Avant de finir, il est tout de même judicieux de relever le peu de points faibles présents. En termes de musique pure, on aura juste du mal à comprendre les passages typées gabber à la fin du dernier titre "Inline Assembly" qui n’apportent pas une réelle plus-value hormis l’ajout d’un nouveau style jamais utilisé dans les œuvres précédents. C’est tout. Mais il faut bien une véritable lacune sur cet opus. Et il réside dans la durée de celui-ci-. Si l’on fait abstraction de
Compiler Optimization Techniques s’apparentant plutôt à un EP de par son nombre de pistes, les trois brûlots de 2012 à 2016 oscillaient entre quarante-six et cinquante-quatre minutes, quand ce
Data Renaissance ne parvient même pas à taper les quarante minutes. Et c’est fort dommage quand on voit l’orientation synthwave/ambiant que Rémi a décidé de donner à sa progéniture. Il aurait même peut-être gagné à réduire le nombre de pistes et étirer les autres afin qu’on puisse mieux s’en imprégner, sachant qu’il n’existe aucune transition entre celles-ci, cela a tendance à sortir l’auditeur assez brutalement de sa transe et l’oblige à se réadapter en permanence. Pas optimal pour une écoute confortable.
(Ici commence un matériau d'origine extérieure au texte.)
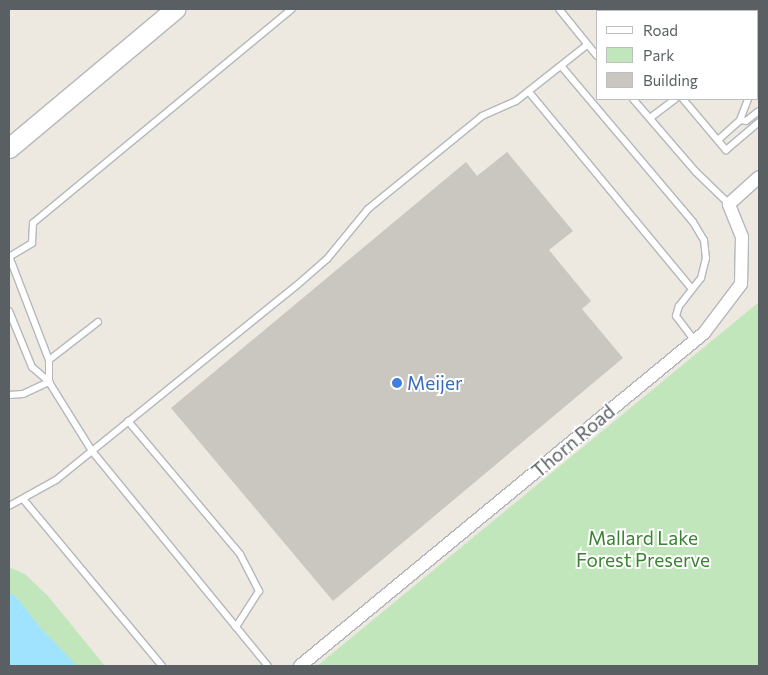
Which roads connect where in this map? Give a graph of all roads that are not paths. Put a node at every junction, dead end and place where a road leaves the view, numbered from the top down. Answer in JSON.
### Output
{"nodes":[{"id":1,"x":175,"y":9,"type":"edge"},
{"id":2,"x":292,"y":9,"type":"edge"},
{"id":3,"x":559,"y":9,"type":"edge"},
{"id":4,"x":588,"y":45,"type":"junction"},
{"id":5,"x":596,"y":55,"type":"edge"},
{"id":6,"x":562,"y":67,"type":"junction"},
{"id":7,"x":529,"y":92,"type":"junction"},
{"id":8,"x":634,"y":100,"type":"edge"},
{"id":9,"x":674,"y":100,"type":"edge"},
{"id":10,"x":684,"y":100,"type":"edge"},
{"id":11,"x":748,"y":100,"type":"edge"},
{"id":12,"x":759,"y":111,"type":"edge"},
{"id":13,"x":650,"y":118,"type":"junction"},
{"id":14,"x":740,"y":120,"type":"junction"},
{"id":15,"x":759,"y":122,"type":"edge"},
{"id":16,"x":718,"y":140,"type":"junction"},
{"id":17,"x":9,"y":148,"type":"edge"},
{"id":18,"x":759,"y":177,"type":"edge"},
{"id":19,"x":730,"y":204,"type":"junction"},
{"id":20,"x":9,"y":256,"type":"edge"},
{"id":21,"x":692,"y":289,"type":"junction"},
{"id":22,"x":9,"y":311,"type":"edge"},
{"id":23,"x":98,"y":322,"type":"dead end"},
{"id":24,"x":695,"y":340,"type":"junction"},
{"id":25,"x":49,"y":360,"type":"junction"},
{"id":26,"x":49,"y":382,"type":"junction"},
{"id":27,"x":9,"y":395,"type":"edge"},
{"id":28,"x":128,"y":421,"type":"junction"},
{"id":29,"x":92,"y":451,"type":"junction"},
{"id":30,"x":24,"y":499,"type":"junction"},
{"id":31,"x":9,"y":506,"type":"edge"},
{"id":32,"x":236,"y":627,"type":"junction"},
{"id":33,"x":162,"y":666,"type":"edge"},
{"id":34,"x":268,"y":666,"type":"edge"},
{"id":35,"x":300,"y":666,"type":"edge"}],
"edges":[{"from":1,"to":17,"type":"main road"},
{"from":2,"to":20,"type":"lane"},
{"from":3,"to":4,"type":"lane"},
{"from":4,"to":5,"type":"lane"},
{"from":4,"to":6,"type":"lane"},
{"from":6,"to":7,"type":"lane"},
{"from":6,"to":21,"type":"lane"},
{"from":7,"to":21,"type":"lane"},
{"from":7,"to":28,"type":"lane"},
{"from":8,"to":13,"type":"lane"},
{"from":9,"to":13,"type":"lane"},
{"from":10,"to":16,"type":"lane"},
{"from":11,"to":14,"type":"lane"},
{"from":12,"to":14,"type":"lane"},
{"from":13,"to":19,"type":"lane"},
{"from":14,"to":16,"type":"lane"},
{"from":15,"to":16,"type":"lane"},
{"from":18,"to":19,"type":"street"},
{"from":19,"to":24,"type":"street","name":"Thorn Road"},
{"from":20,"to":25,"type":"lane"},
{"from":21,"to":24,"type":"lane"},
{"from":22,"to":26,"type":"lane"},
{"from":23,"to":25,"type":"lane"},
{"from":24,"to":35,"type":"street","name":"Thorn Road"},
{"from":25,"to":26,"type":"lane"},
{"from":26,"to":27,"type":"lane"},
{"from":26,"to":29,"type":"lane"},
{"from":28,"to":29,"type":"lane"},
{"from":28,"to":32,"type":"lane"},
{"from":29,"to":30,"type":"lane"},
{"from":29,"to":32,"type":"lane"},
{"from":30,"to":31,"type":"lane"},
{"from":30,"to":33,"type":"lane"},
{"from":32,"to":34,"type":"lane"}]}
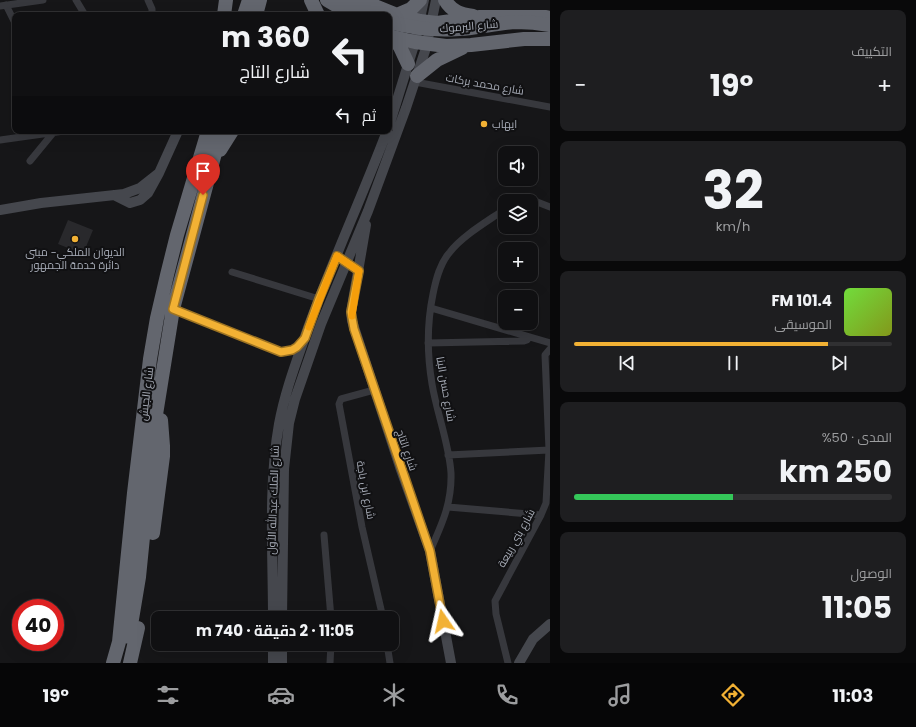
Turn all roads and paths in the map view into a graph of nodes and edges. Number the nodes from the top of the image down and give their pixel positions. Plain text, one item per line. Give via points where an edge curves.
1 (43, 0) edge
2 (76, 0) edge
3 (148, 0) edge
4 (226, 0) edge
5 (247, 0) edge
6 (260, 0) edge
7 (312, 0) edge
8 (316, 0) edge
9 (360, 0) edge
10 (420, 0) edge
11 (424, 0) edge
12 (436, 0) edge
13 (445, 0) edge
14 (334, 4) edge
15 (3, 5) edge
16 (83, 12) edge
17 (152, 12) edge
18 (224, 12) edge
19 (245, 12) edge
20 (257, 12) edge
21 (317, 12) edge
22 (348, 12) edge
23 (360, 12) edge
24 (382, 12) edge
25 (480, 17) junction
26 (12, 18) edge
27 (393, 18) edge
28 (550, 18) edge
29 (432, 22) junction
30 (550, 25) edge
31 (550, 31) edge
32 (392, 33) edge
33 (392, 35) edge
34 (392, 37) edge
35 (550, 39) edge
36 (427, 44) junction
37 (471, 45) junction
38 (408, 64) junction
39 (416, 79) junction
40 (550, 107) edge
41 (392, 118) edge
42 (45, 134) edge
43 (52, 134) edge
44 (177, 134) edge
45 (220, 134) edge
46 (230, 134) edge
47 (386, 134) edge
48 (203, 138) edge
49 (0, 140) edge
50 (30, 161) dead end
51 (211, 164) junction
52 (159, 173) junction
53 (114, 195) junction
54 (538, 202) edge
55 (550, 207) edge
56 (0, 210) edge
57 (368, 211) junction
58 (498, 215) edge
59 (337, 256) junction
60 (347, 263) junction
61 (359, 271) junction
62 (232, 272) dead end
63 (319, 299) junction
64 (431, 308) junction
65 (173, 309) junction
66 (529, 337) junction
67 (305, 338) junction
68 (428, 343) junction
69 (550, 343) edge
70 (550, 349) edge
71 (374, 390) junction
72 (159, 395) junction
73 (549, 450) junction
74 (448, 455) junction
75 (448, 507) junction
76 (541, 515) junction
77 (324, 535) dead end
78 (430, 551) junction
79 (273, 611) edge
80 (282, 611) edge
81 (331, 611) edge
82 (381, 611) edge
83 (550, 624) edge
84 (273, 651) edge
85 (282, 651) edge
86 (331, 651) edge
87 (389, 651) edge
88 (113, 663) edge
89 (123, 663) edge
90 (130, 663) edge
91 (273, 663) edge
92 (282, 663) edge
93 (330, 663) edge
94 (390, 663) edge
95 (452, 663) edge
96 (508, 663) edge
97 (519, 663) edge

1 - 15 street
2 - 16 street
3 - 17 street
4 - 18 highway
5 - 19 highway
6 - 20 highway
7 - 21 highway
8 - 14 highway
9 - 24 highway
10 - 27 highway via 411,9
11 - 29 main road, شارع الملك عبدالله الأول
12 - 29 main road, شارع الملك عبدالله الأول
13 - 25 highway via 457,12
14 - 22 highway
14 - 23 highway
15 - 26 street
25 - 28 highway
25 - 29 highway
27 - 29 highway
27 - 30 highway, شارع اليرموك, bridge via 407,26 424,29 458,29 516,22
29 - 36 main road, شارع الملك عبدالله الأول
29 - 36 highway via 436,28 434,38
31 - 32 highway, شارع اليرموك via 520,29 450,36
33 - 36 highway
34 - 38 highway
35 - 37 highway
36 - 37 highway
36 - 38 main road, شارع الملك عبدالله الأول
36 - 39 main road, شارع الملك عبدالله الأول
37 - 39 highway via 429,65
38 - 41 main road, شارع الملك عبدالله الأول
39 - 40 street, شارع محمد بركات
39 - 57 main road, شارع الملك عبدالله الأول
42 - 49 street
43 - 50 street
44 - 52 main road
45 - 51 highway, شارع الجيش
46 - 51 highway
47 - 59 main road, شارع الملك عبدالله الأول
48 - 88 highway, شارع الجيش via 157,318 134,493 123,614
51 - 65 highway, شارع الجيش
52 - 53 main road via 140,188
52 - 53 main road via 148,193 140,200 130,203
53 - 56 main road
54 - 55 street
57 - 60 main road, شارع الملك عبدالله الأول
57 - 61 main road, شارع التاج
58 - 64 street, شارع حسن البنا via 473,231 450,251 436,284
59 - 60 main road
59 - 63 main road, شارع الملك عبدالله الأول
60 - 61 main road
60 - 80 main road, شارع الملك عبدالله الأول via 313,347 289,423 283,482
61 - 71 main road, شارع التاج via 351,312 352,321
62 - 63 street
63 - 67 main road, شارع الملك عبدالله الأول
64 - 66 street
64 - 68 street, شارع حسن البنا
65 - 67 street via 281,352 292,350
65 - 72 highway, شارع الجيش
66 - 68 street via 524,341
66 - 69 street
67 - 79 main road, شارع الملك عبدالله الأول via 282,409 275,457 272,505
68 - 74 street, شارع حسن البنا via 432,384
70 - 73 street, شارع بني ربيعة via 545,355
71 - 78 main road, شارع التاج
71 - 82 street, شارع ابن باجة via 341,399 339,404 362,527
72 - 89 highway, شارع الجيش via 139,577
72 - 90 highway via 163,456 143,606
73 - 74 street
73 - 76 street, شارع بني ربيعة via 546,503
74 - 75 street, شارع حسن البنا via 451,473
75 - 76 street
75 - 78 street, شارع حسن البنا
76 - 96 street, شارع بني ربيعة via 495,601
77 - 81 street
78 - 95 main road, شارع التاج
83 - 97 main road via 533,638
84 - 91 main road
85 - 92 main road
86 - 93 street
87 - 94 street

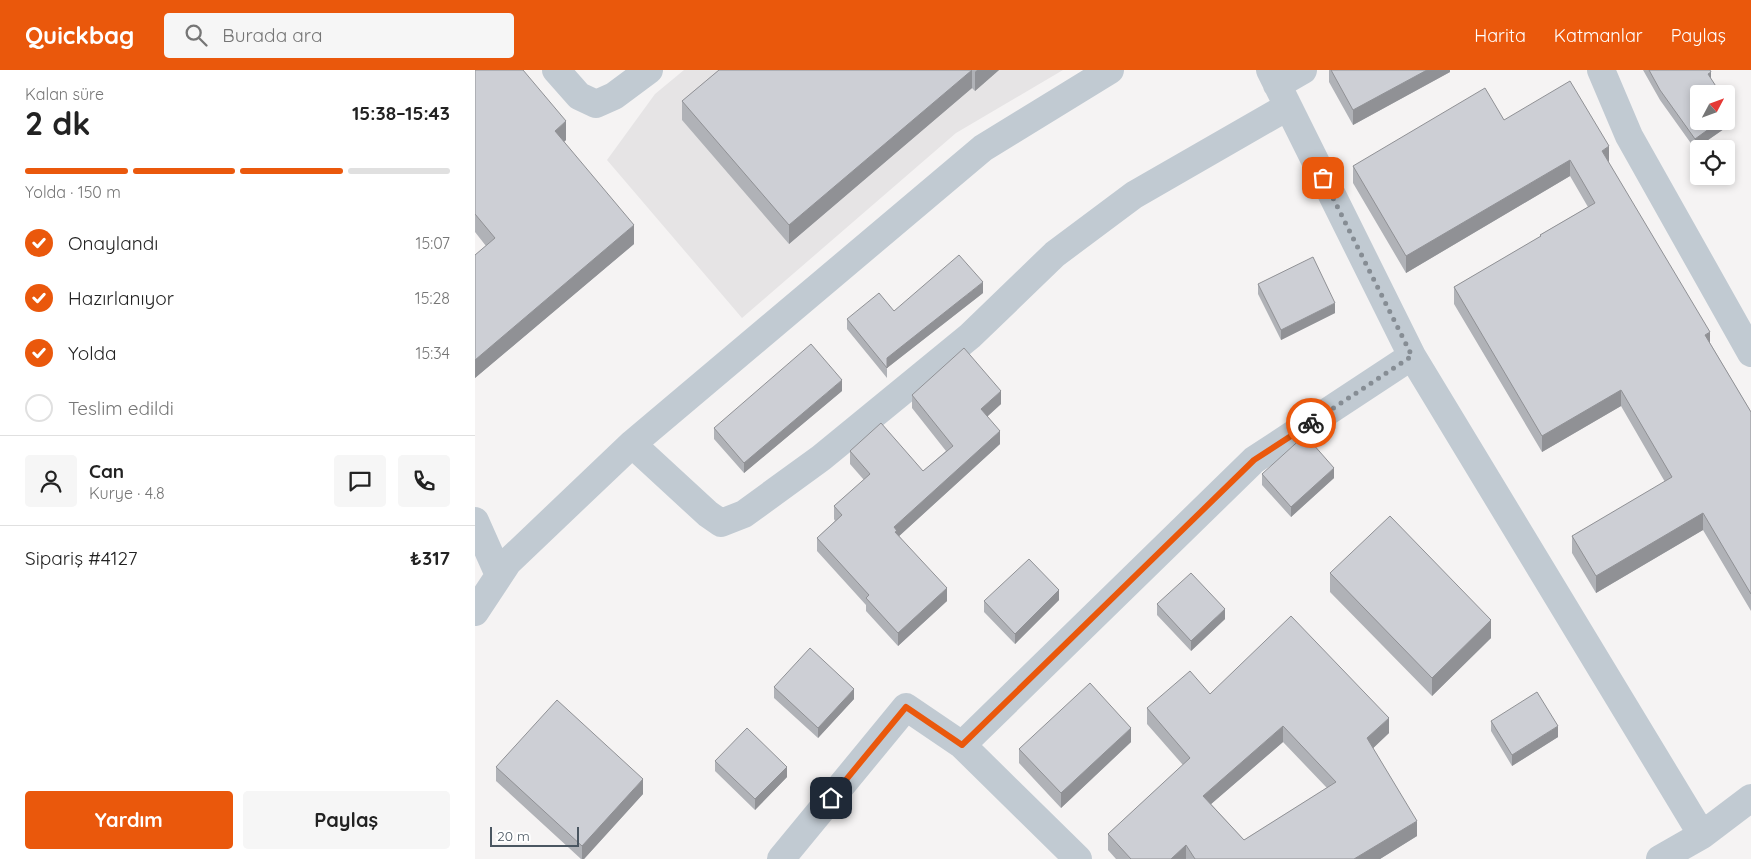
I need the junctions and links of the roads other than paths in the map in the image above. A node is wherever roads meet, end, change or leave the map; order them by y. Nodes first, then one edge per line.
1 (556, 70) edge
2 (649, 70) edge
3 (1110, 70) edge
4 (1303, 70) edge
5 (1601, 70) edge
6 (1278, 88) edge
7 (1751, 353) edge
8 (1412, 356) junction
9 (632, 444) junction
10 (475, 521) edge
11 (499, 575) junction
12 (475, 612) edge
13 (962, 745) junction
14 (1751, 798) edge
15 (1701, 835) junction
16 (781, 859) edge
17 (1078, 859) edge
18 (1660, 859) edge

1 - 2 street
3 - 9 street
4 - 6 street
5 - 7 street
6 - 8 street
6 - 9 street
8 - 13 street
8 - 15 street
9 - 11 street
10 - 11 street
11 - 12 street
13 - 16 street
13 - 17 street
14 - 15 street
15 - 18 street

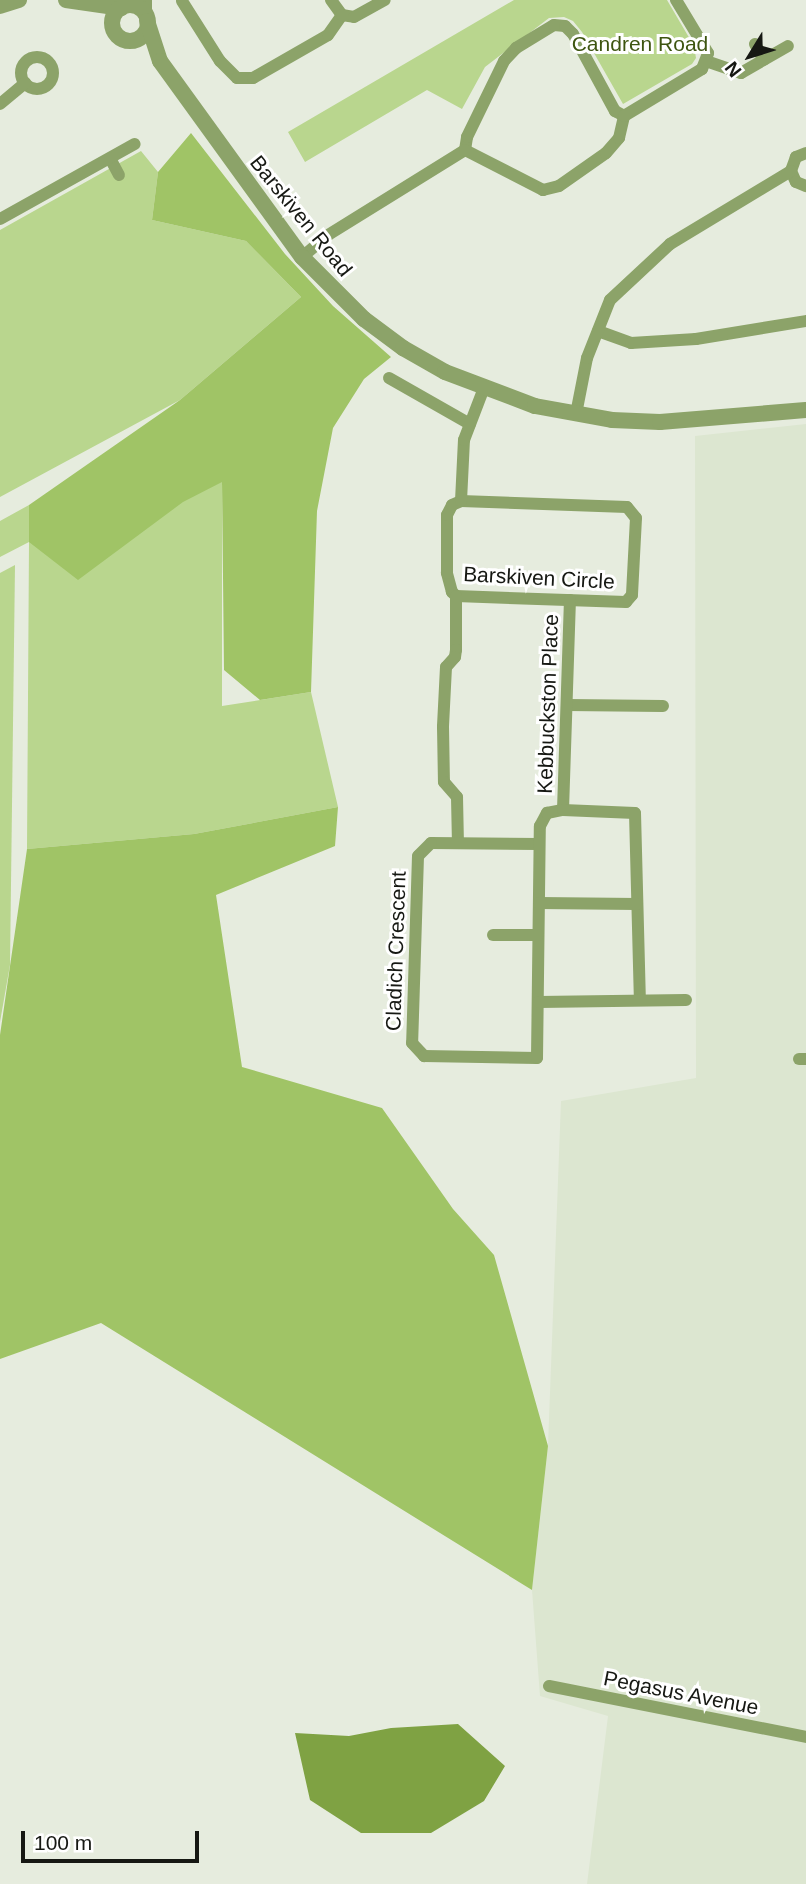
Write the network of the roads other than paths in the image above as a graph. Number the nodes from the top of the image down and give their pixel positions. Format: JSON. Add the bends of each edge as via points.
{"nodes":[{"id":1,"x":19,"y":0,"type":"edge"},
{"id":2,"x":331,"y":0,"type":"edge"},
{"id":3,"x":385,"y":0,"type":"edge"},
{"id":4,"x":676,"y":0,"type":"edge"},
{"id":5,"x":69,"y":1,"type":"edge"},
{"id":6,"x":182,"y":1,"type":"edge"},
{"id":7,"x":126,"y":5,"type":"edge"},
{"id":8,"x":0,"y":6,"type":"edge"},
{"id":9,"x":146,"y":12,"type":"edge"},
{"id":10,"x":342,"y":15,"type":"junction"},
{"id":11,"x":121,"y":38,"type":"junction"},
{"id":12,"x":755,"y":44,"type":"dead end"},
{"id":13,"x":788,"y":46,"type":"dead end"},
{"id":14,"x":764,"y":60,"type":"junction"},
{"id":15,"x":160,"y":61,"type":"junction"},
{"id":16,"x":706,"y":61,"type":"junction"},
{"id":17,"x":25,"y":83,"type":"dead end"},
{"id":18,"x":0,"y":104,"type":"edge"},
{"id":19,"x":624,"y":116,"type":"junction"},
{"id":20,"x":135,"y":144,"type":"dead end"},
{"id":21,"x":465,"y":150,"type":"junction"},
{"id":22,"x":806,"y":153,"type":"edge"},
{"id":23,"x":111,"y":160,"type":"junction"},
{"id":24,"x":791,"y":172,"type":"junction"},
{"id":25,"x":120,"y":175,"type":"dead end"},
{"id":26,"x":806,"y":186,"type":"edge"},
{"id":27,"x":0,"y":219,"type":"edge"},
{"id":28,"x":302,"y":257,"type":"junction"},
{"id":29,"x":806,"y":321,"type":"edge"},
{"id":30,"x":598,"y":331,"type":"junction"},
{"id":31,"x":389,"y":378,"type":"dead end"},
{"id":32,"x":484,"y":388,"type":"junction"},
{"id":33,"x":806,"y":410,"type":"edge"},
{"id":34,"x":576,"y":414,"type":"junction"},
{"id":35,"x":470,"y":424,"type":"junction"},
{"id":36,"x":461,"y":501,"type":"junction"},
{"id":37,"x":456,"y":596,"type":"junction"},
{"id":38,"x":570,"y":600,"type":"junction"},
{"id":39,"x":567,"y":705,"type":"junction"},
{"id":40,"x":663,"y":706,"type":"dead end"},
{"id":41,"x":564,"y":810,"type":"junction"},
{"id":42,"x":458,"y":843,"type":"junction"},
{"id":43,"x":539,"y":844,"type":"junction"},
{"id":44,"x":539,"y":903,"type":"junction"},
{"id":45,"x":637,"y":904,"type":"junction"},
{"id":46,"x":493,"y":935,"type":"dead end"},
{"id":47,"x":538,"y":935,"type":"junction"},
{"id":48,"x":640,"y":999,"type":"junction"},
{"id":49,"x":687,"y":1000,"type":"dead end"},
{"id":50,"x":539,"y":1002,"type":"junction"},
{"id":51,"x":549,"y":1686,"type":"dead end"},
{"id":52,"x":806,"y":1737,"type":"edge"}],
"edges":[{"from":1,"to":8,"type":"street"},
{"from":2,"to":10,"type":"street"},
{"from":3,"to":10,"type":"street","via":[[354,17]]},
{"from":4,"to":16,"type":"street","via":[[708,53]]},
{"from":5,"to":7,"type":"street"},
{"from":5,"to":11,"type":"street","name":"Barskiven Road"},
{"from":6,"to":10,"type":"street","via":[[210,48],[237,78],[253,78],[328,35]]},
{"from":7,"to":9,"type":"street"},
{"from":7,"to":11,"type":"street","via":[[112,23]]},
{"from":9,"to":11,"type":"street","via":[[141,37]]},
{"from":9,"to":15,"type":"street","name":"Barskiven Road"},
{"from":11,"to":15,"type":"street","name":"Barskiven Road"},
{"from":12,"to":14,"type":"street"},
{"from":13,"to":14,"type":"street"},
{"from":14,"to":16,"type":"street","via":[[741,73]]},
{"from":15,"to":28,"type":"street","name":"Barskiven Road"},
{"from":16,"to":19,"type":"street","via":[[702,69]]},
{"from":17,"to":18,"type":"street"},
{"from":19,"to":21,"type":"street","via":[[619,138],[606,153],[559,186],[543,190]]},
{"from":19,"to":21,"type":"street","via":[[615,111],[573,34],[565,26],[554,25],[516,48],[504,61]]},
{"from":20,"to":23,"type":"street"},
{"from":21,"to":28,"type":"street","via":[[328,235]]},
{"from":22,"to":24,"type":"street","via":[[796,157]]},
{"from":23,"to":25,"type":"street"},
{"from":23,"to":27,"type":"street"},
{"from":24,"to":26,"type":"street","via":[[796,182]]},
{"from":24,"to":30,"type":"street","via":[[670,244],[610,300]]},
{"from":28,"to":32,"type":"street","name":"Barskiven Road","via":[[364,319],[393,341],[445,372]]},
{"from":29,"to":30,"type":"street","via":[[696,339],[631,343]]},
{"from":30,"to":34,"type":"street","via":[[587,358]]},
{"from":31,"to":35,"type":"street"},
{"from":32,"to":34,"type":"street","name":"Barskiven Road"},
{"from":32,"to":35,"type":"street","name":"Barskiven Circle"},
{"from":33,"to":34,"type":"street","name":"Barskiven Road","via":[[660,422]]},
{"from":35,"to":36,"type":"street","name":"Barskiven Circle","via":[[464,440]]},
{"from":36,"to":37,"type":"street","name":"Barskiven Circle","via":[[452,505],[447,515],[447,573]]},
{"from":36,"to":38,"type":"street","name":"Barskiven Circle","via":[[627,507],[636,518],[632,595],[626,602]]},
{"from":37,"to":38,"type":"street","name":"Barskiven Circle"},
{"from":37,"to":42,"type":"street","via":[[456,650],[446,667],[443,727],[444,782],[457,797]]},
{"from":38,"to":39,"type":"street","name":"Kebbuckston Place"},
{"from":39,"to":40,"type":"street"},
{"from":39,"to":41,"type":"street","name":"Kebbuckston Place"},
{"from":41,"to":43,"type":"street","via":[[547,813],[540,826]]},
{"from":41,"to":45,"type":"street","via":[[635,813]]},
{"from":42,"to":43,"type":"street","name":"Cladich Crescent"},
{"from":42,"to":50,"type":"street","name":"Cladich Crescent","via":[[430,843],[418,856],[412,1043],[424,1056],[537,1058]]},
{"from":43,"to":44,"type":"street"},
{"from":44,"to":45,"type":"street"},
{"from":44,"to":47,"type":"street"},
{"from":45,"to":48,"type":"street"},
{"from":46,"to":47,"type":"street"},
{"from":47,"to":50,"type":"street"},
{"from":48,"to":49,"type":"street"},
{"from":48,"to":50,"type":"street"},
{"from":51,"to":52,"type":"street","name":"Pegasus Avenue"}]}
S’il est difficile de nier une évidente renaissance, on peut néanmoins considérer que ce Data Renaissance est incontestablement l’album de la maturité pour The Algorithm. On sent que Rémi Gallego a trouvé la bonne formule en termes d’homogénéité, ce qui est sa véritable force, malgré l’absence d’un titre ravageur. Pour autant, dans la composition, l’album ne révèle véritablement aucune faiblesse, et si Rémi Gallego parvient à trouver un bon compromis en termes de longueur des titres, il se peut que le prochain disque marque le sommet de sa carrière.